• WHAT THE TASK ASKS
Please reproduce verbatim the lines below, from the first through the one with "index dip: (854, 818)".

• LISTED ENTRIES
::::::::::

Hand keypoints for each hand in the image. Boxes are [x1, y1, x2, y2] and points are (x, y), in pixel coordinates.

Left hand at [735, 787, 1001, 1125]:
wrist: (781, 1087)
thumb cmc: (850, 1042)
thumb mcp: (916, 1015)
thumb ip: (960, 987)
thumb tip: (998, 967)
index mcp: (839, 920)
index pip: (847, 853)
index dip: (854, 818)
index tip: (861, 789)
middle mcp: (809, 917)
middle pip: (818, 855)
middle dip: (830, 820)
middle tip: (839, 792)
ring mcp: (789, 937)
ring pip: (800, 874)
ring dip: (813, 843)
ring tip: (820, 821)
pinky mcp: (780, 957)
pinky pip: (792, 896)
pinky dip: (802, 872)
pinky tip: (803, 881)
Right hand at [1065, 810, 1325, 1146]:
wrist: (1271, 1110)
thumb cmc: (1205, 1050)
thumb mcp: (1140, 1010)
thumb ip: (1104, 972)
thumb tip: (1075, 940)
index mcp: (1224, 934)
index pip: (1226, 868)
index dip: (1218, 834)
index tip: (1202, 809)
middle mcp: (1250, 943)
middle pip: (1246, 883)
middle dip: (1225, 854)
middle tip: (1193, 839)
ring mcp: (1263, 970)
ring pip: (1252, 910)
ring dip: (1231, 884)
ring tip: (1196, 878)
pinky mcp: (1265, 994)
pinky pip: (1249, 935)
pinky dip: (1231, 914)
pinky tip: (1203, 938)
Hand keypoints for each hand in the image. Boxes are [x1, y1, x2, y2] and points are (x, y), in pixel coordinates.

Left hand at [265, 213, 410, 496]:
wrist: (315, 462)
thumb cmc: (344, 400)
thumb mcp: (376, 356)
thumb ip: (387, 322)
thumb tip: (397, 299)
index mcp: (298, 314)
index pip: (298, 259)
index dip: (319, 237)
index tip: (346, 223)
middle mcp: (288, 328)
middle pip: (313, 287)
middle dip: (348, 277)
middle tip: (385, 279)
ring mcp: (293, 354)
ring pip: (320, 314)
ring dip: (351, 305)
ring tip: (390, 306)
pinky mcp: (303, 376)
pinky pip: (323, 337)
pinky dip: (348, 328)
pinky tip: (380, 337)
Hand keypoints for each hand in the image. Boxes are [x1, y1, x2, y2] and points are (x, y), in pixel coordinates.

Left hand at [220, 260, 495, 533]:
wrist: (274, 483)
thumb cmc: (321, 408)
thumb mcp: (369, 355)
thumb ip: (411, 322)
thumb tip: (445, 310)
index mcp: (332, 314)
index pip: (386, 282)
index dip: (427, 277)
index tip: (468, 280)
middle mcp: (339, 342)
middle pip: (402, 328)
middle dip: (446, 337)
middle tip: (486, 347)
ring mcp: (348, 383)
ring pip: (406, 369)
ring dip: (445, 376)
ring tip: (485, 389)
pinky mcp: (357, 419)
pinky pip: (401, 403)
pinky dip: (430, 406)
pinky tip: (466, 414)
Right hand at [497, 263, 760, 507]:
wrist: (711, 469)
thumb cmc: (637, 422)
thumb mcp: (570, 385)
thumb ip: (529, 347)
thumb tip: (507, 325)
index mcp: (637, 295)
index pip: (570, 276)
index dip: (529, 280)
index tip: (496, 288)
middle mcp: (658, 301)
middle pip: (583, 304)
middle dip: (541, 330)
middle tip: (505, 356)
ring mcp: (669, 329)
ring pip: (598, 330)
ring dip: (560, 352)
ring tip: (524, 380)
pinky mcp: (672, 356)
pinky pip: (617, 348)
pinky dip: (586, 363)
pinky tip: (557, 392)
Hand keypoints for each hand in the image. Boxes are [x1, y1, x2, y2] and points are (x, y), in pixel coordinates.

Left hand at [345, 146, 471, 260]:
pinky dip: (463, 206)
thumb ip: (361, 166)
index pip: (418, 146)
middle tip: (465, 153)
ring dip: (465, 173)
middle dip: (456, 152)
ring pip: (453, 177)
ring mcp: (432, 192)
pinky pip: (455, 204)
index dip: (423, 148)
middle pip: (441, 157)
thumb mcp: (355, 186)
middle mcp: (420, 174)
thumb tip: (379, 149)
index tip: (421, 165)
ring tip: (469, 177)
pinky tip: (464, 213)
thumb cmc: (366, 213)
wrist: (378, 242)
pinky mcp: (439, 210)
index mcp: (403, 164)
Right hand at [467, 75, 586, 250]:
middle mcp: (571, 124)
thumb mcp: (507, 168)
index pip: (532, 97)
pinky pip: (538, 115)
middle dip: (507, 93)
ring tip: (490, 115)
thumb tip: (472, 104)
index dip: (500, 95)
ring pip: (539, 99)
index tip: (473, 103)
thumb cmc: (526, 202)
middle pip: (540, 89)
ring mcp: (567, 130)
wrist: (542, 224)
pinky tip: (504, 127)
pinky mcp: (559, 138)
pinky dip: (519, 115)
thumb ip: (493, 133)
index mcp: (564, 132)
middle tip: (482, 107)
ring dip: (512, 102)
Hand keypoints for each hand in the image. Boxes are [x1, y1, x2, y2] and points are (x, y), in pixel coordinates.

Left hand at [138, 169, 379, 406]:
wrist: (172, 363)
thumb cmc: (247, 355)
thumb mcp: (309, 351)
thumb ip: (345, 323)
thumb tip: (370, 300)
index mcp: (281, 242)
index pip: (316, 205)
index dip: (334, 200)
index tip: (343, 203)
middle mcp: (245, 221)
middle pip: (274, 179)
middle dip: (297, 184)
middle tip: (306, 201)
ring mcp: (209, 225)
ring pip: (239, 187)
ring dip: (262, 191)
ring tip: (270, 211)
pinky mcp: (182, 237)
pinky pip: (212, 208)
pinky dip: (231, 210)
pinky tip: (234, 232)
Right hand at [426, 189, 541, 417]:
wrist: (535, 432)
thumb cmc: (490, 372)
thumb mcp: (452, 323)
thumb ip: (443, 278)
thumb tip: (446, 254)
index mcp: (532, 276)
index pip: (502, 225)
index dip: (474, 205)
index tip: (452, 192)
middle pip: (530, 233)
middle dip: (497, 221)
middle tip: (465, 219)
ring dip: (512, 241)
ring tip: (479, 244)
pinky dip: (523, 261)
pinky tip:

::::::::::

• ANSWER SPACE
Hand keypoints for each hand in the image. Boxes are [x1, y1, x2, y2] and points are (x, y), in pixel coordinates.

Left hand at [735, 787, 1001, 1125]:
wrist: (781, 1087)
thumb cmc: (850, 1042)
thumb mcp: (916, 1015)
thumb ip: (960, 987)
thumb tip: (998, 967)
index mcp: (839, 920)
index pip: (847, 853)
index dip: (854, 818)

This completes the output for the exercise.